A small modification allows any type to be paired with the buffer (which could be a struct or tuple for example):

pub trait Streamer {
    type Buffer;
    type Item;
    fn next<'a>(&'a mut self) -> Option<(Self::Item, &'a Self::Buffer)>;
}

struct StreamSource {
    counter : i32
}

impl Streamer for StreamSource {
    type Buffer = i32;
    type Item = ();
    fn next<'b>(&'b mut self) -> Option<(Self::Item, &'b Self::Buffer)> {
        print!("[generate] ");
        self.counter += 1;
        Some(((), &self.counter))
    }
}

fn stream_sink<S>(mut s : S)
where S : Streamer, S::Buffer : std::fmt::Display, S::Item : std::fmt::Display {
    for _ in 0..10 {
        match s.next() {
            Some((x, y)) => println!("{} {}", x, y),
            None => break
        }
    }
}

fn main() {
    struct StreamAdd<S> where S : Streamer {
        input : S,
        add : S::Buffer,
    }
    impl<S> Streamer for StreamAdd<S>
    where S : Streamer, for<'a> &'a <S as Streamer>::Buffer : std::ops::Add<Output = S::Buffer> {
        type Item = S::Buffer;
        type Buffer = S::Buffer;
        fn next<'a>(&'a mut self) -> Option<(Self::Item, &'a Self::Buffer)> {
            print!("[filter] ");
            match self.input.next() {
                Some((_, y)) => {
                    Some((y + &self.add, y))
                },
                None => None
            }
        }
    }
    stream_sink(StreamAdd{input: StreamSource{counter : 0}, add : 10});
}

If you consider the HKT suggested for the value returned from “next” Option<S::Item<'a>> it seems to me that this type must always forward the buffer, as you cannot ignore a lifetime parameter, so “S::Item” must include the buffer reference. On drawback of the above code is that you have to pass “()” if you have nothing other than the buffer to output from the stream filter. Playground link: http://is.gd/S5ctuO


#20

No, it doesn’t. 'static could be used in the return type since 'static is a subtype of all other lifetimes.

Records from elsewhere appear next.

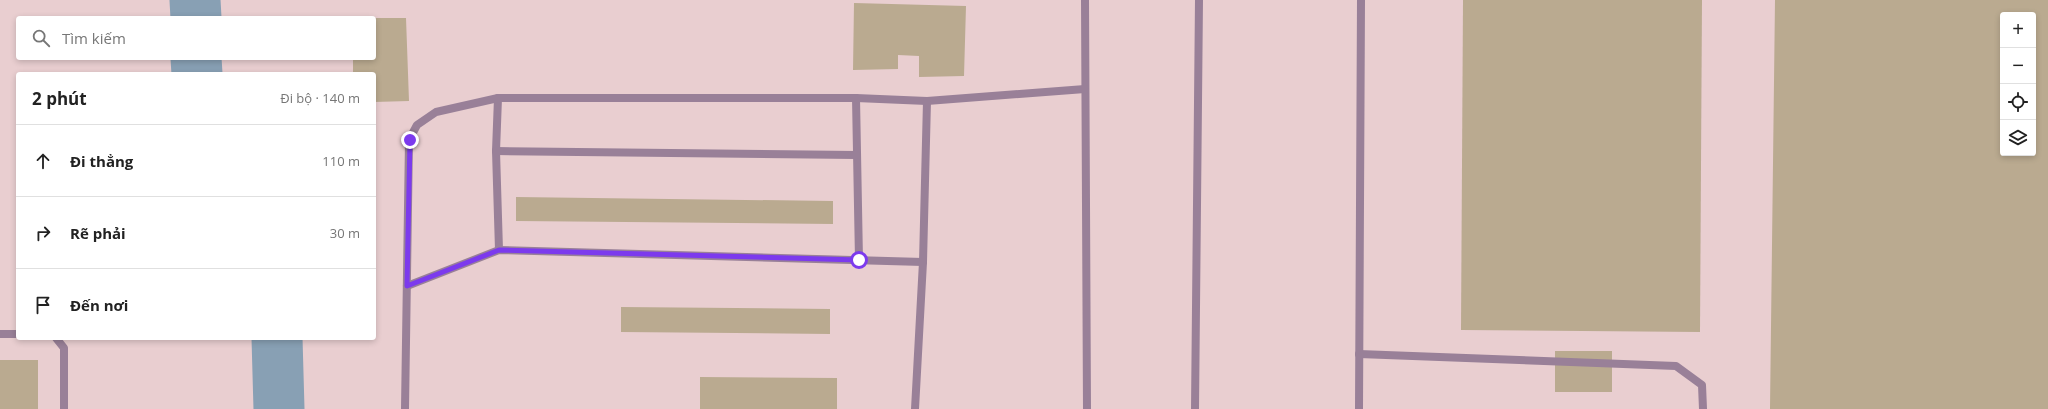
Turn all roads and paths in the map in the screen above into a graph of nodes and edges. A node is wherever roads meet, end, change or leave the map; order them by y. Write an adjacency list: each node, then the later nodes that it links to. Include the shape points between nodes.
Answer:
1 (1085, 0): 4 (lane)
2 (1199, 0): 22 (lane)
3 (1361, 0): 17 (lane)
4 (1085, 89): 7 (lane); 21 (lane)
5 (498, 98): 6 (lane); 8 (lane); 13 (lane, via 436,112 417,125 412,135)
6 (856, 98): 7 (lane); 9 (lane)
7 (927, 101): 12 (lane)
8 (496, 151): 9 (lane); 10 (lane)
9 (856, 155): 11 (lane)
10 (499, 250): 11 (lane); 13 (lane)
11 (859, 260): 12 (lane)
12 (923, 262): 20 (lane)
13 (407, 286): 19 (lane)
14 (0, 334): 15 (lane)
15 (16, 334)
16 (58, 340): 18 (lane, via 64,348)
17 (1359, 354): 23 (lane); 24 (lane, via 1676,366 1702,385)
18 (64, 409)
19 (405, 409)
20 (915, 409)
21 (1087, 409)
22 (1195, 409)
23 (1359, 409)
24 (1703, 409)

I’m familiar with the work arounds to this problem, and we’re falling into precisely the trap I warned about: we’re getting into the weeds. My current understanding is that we can’t have a streaming abstraction like I outlined with similar ergonomics as Iterator, and this is specifically because we lack HKT.

I also note that this isn’t necessarily me arguing in favor of HKT either. Just pointing out one place where I miss it.